I'd also recommend these :thumb:


----------



## Auto Finesse (Jan 10, 2007)

Very tidy Mark.

These are great value too: http://www.wickes.co.uk/Mobile-Work-Centre/invt/165172 same as the 3M one (that i brought ) less the sticker for 28 quid.


----------



## Dipesh (Oct 12, 2007)

They look fab!
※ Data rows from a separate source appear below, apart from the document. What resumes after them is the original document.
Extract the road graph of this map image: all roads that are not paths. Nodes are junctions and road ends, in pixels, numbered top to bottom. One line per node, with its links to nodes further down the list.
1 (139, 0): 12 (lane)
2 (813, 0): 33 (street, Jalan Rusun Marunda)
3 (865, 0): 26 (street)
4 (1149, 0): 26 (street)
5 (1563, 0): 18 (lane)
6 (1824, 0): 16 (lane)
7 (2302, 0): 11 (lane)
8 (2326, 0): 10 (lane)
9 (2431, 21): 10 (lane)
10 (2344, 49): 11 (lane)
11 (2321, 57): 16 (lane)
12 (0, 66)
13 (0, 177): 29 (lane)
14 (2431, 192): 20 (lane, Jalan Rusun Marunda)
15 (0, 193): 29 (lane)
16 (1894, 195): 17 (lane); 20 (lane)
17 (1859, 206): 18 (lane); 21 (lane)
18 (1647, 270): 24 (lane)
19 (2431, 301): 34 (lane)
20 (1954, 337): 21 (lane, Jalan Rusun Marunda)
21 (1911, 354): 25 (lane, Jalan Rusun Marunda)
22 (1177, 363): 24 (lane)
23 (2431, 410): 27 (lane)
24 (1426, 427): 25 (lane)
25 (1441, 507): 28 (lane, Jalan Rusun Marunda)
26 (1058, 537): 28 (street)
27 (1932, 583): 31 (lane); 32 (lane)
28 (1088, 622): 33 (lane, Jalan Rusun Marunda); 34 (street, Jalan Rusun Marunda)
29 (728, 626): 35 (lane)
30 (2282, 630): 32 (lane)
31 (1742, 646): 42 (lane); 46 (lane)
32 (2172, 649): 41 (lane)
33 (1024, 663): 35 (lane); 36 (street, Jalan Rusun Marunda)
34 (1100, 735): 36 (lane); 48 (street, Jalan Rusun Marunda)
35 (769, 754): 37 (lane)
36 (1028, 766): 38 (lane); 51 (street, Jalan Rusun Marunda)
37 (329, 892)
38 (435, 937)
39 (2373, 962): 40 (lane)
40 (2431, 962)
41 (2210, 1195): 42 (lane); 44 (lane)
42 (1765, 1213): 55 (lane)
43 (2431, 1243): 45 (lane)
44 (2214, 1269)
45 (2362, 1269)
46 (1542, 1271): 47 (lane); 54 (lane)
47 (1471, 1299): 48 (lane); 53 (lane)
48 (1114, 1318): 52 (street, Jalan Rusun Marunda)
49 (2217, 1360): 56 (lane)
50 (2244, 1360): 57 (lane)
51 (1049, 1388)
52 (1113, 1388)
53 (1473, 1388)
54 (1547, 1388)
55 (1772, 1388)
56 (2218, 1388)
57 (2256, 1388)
Go and have a look I think tomorrow


----------



## HeavenlyDetail (Sep 22, 2006)

james b said:


> Very tidy Mark.
> 
> These are great value too: http://www.wickes.co.uk/Mobile-Work-Centre/invt/165172 same as the 3M one (that i brought ) less the sticker for 28 quid.


They look cool aswell .... number *cough cough*


----------



## Cliff (Mar 4, 2007)

james b said:


> Very tidy Mark.
> 
> These are great value too: http://www.wickes.co.uk/Mobile-Work-Centre/invt/165172 same as the 3M one (that i brought ) less the sticker for 28 quid.


£17.50 from Focus  http://www.focusdiy.co.uk/Powertool-...re/invt/214945


----------



## Auto Finesse (Jan 10, 2007)

^^ Link Not Working, but thats a wicked price if it is that much.


----------



## Aero (Feb 13, 2007)

Cliff said:


> £17.50 from Focus  http://www.focusdiy.co.uk/Powertool-...re/invt/214945


http://www.focusdiy.co.uk/Powertool-Accessories/Stanley-Mobile-Workcentre/invt/214945

If this link doesn't work type "Stanley Mobile Workcentre" in the search box. Nice find Cliff


----------



## xlfive (Feb 18, 2006)

james b said:


> ^^ Link Not Working, but thats a wicked price if it is that much.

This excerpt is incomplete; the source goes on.